*** Opening of Supplied records ***
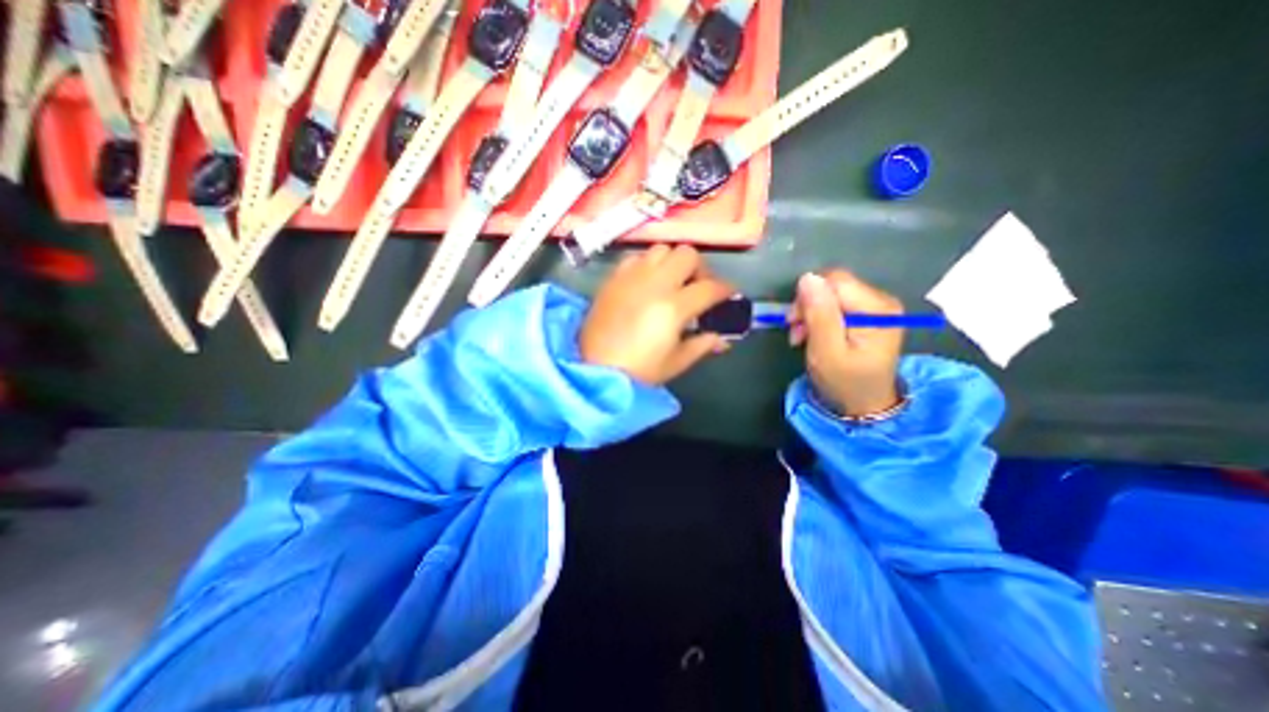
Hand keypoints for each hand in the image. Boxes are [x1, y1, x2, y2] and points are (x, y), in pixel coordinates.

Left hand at [578, 246, 735, 388]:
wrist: (594, 368)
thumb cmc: (639, 371)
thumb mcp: (676, 362)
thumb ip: (702, 345)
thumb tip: (722, 338)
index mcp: (674, 307)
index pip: (710, 288)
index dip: (726, 289)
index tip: (728, 294)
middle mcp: (655, 283)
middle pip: (688, 254)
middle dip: (700, 269)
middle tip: (697, 286)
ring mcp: (632, 277)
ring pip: (662, 249)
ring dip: (673, 262)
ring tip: (672, 281)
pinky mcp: (614, 278)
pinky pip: (637, 257)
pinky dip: (648, 264)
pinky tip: (646, 282)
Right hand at [789, 271, 907, 417]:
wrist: (864, 405)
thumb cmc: (844, 382)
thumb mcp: (826, 351)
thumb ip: (819, 314)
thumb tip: (808, 277)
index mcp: (876, 308)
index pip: (834, 281)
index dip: (808, 297)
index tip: (795, 323)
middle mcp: (881, 300)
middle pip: (833, 286)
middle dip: (808, 306)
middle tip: (797, 333)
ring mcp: (876, 307)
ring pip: (831, 294)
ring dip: (810, 314)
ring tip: (802, 337)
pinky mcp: (868, 314)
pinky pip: (836, 304)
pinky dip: (819, 318)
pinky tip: (813, 334)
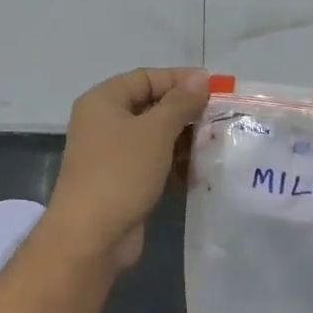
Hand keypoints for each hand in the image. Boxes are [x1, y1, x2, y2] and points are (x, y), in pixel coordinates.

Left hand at [45, 67, 210, 269]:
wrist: (91, 236)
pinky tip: (200, 172)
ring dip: (184, 140)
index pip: (146, 78)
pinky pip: (153, 163)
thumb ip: (180, 102)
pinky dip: (174, 164)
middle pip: (151, 107)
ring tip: (216, 145)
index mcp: (103, 101)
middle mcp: (103, 123)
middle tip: (220, 119)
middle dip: (185, 112)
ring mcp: (111, 154)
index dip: (180, 79)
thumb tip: (201, 77)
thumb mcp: (155, 131)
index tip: (215, 87)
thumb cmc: (121, 172)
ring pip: (154, 137)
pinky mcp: (122, 182)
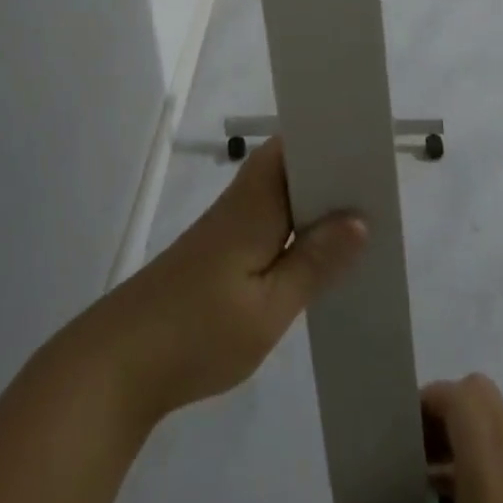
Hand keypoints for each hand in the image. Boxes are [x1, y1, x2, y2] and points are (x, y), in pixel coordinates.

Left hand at [84, 138, 366, 423]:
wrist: (121, 362)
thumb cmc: (198, 332)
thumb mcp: (268, 309)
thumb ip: (313, 262)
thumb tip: (359, 218)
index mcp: (254, 202)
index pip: (295, 146)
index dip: (331, 140)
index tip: (371, 148)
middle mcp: (242, 201)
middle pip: (292, 167)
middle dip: (333, 173)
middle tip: (382, 191)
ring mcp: (229, 225)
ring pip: (282, 196)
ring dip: (317, 203)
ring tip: (366, 220)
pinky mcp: (221, 249)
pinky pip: (270, 222)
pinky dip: (297, 229)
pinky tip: (321, 256)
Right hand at [329, 376, 502, 502]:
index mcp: (493, 475)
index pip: (463, 395)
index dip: (428, 400)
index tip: (399, 434)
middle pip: (482, 402)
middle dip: (442, 416)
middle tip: (411, 453)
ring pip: (495, 436)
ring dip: (457, 447)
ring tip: (422, 494)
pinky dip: (475, 477)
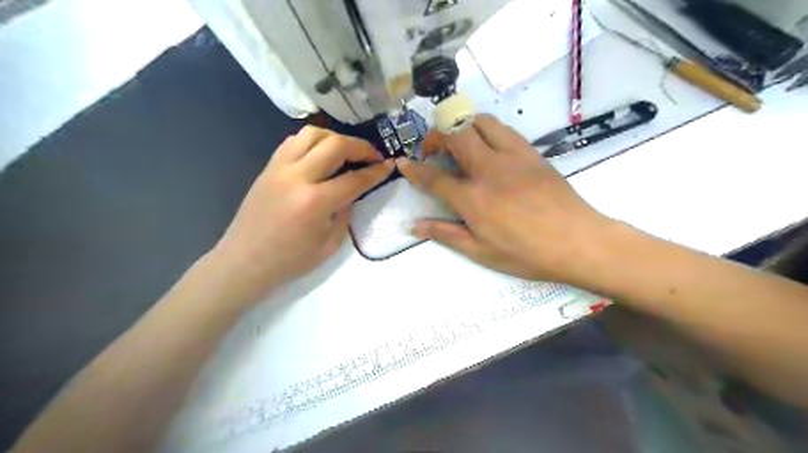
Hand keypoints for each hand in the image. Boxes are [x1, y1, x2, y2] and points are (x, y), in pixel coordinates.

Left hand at [213, 123, 392, 293]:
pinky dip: (313, 141)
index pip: (354, 179)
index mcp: (315, 202)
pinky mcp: (268, 167)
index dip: (376, 171)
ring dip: (336, 138)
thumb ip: (345, 212)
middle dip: (360, 146)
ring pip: (312, 134)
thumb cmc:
*** Close of Supplied records ***
Task brief
Set the pictures aside and transcribe exactly the stretch of lines above, beginning with the one holding "middle pip: (151, 107)" and ending with the one holding "middle tip: (382, 191)".

Response
middle pip: (151, 107)
ring tip: (216, 145)
index mcp: (103, 101)
middle mcp: (103, 123)
middle tip: (220, 119)
middle dip: (185, 112)
ring mcp: (111, 154)
index dip: (180, 79)
thumb tip: (201, 77)
thumb mcp: (155, 131)
index tip: (215, 87)
thumb cmc: (121, 172)
ring pip: (154, 137)
pinky mcp: (122, 182)
Hand keypoints for each hand in the image. Boxes are [x1, y1, x2, y2] and points are (x, y), in pixel coordinates.

Left hand at [84, 138, 366, 423]:
wrist: (121, 362)
thumb cmc: (198, 332)
thumb mcp: (268, 309)
thumb ip: (313, 262)
thumb tip: (359, 218)
index mcp: (254, 202)
index pip: (295, 146)
index dip: (331, 140)
index tip: (371, 148)
middle mcp: (242, 201)
middle pip: (292, 167)
middle dip: (333, 173)
middle tip: (382, 191)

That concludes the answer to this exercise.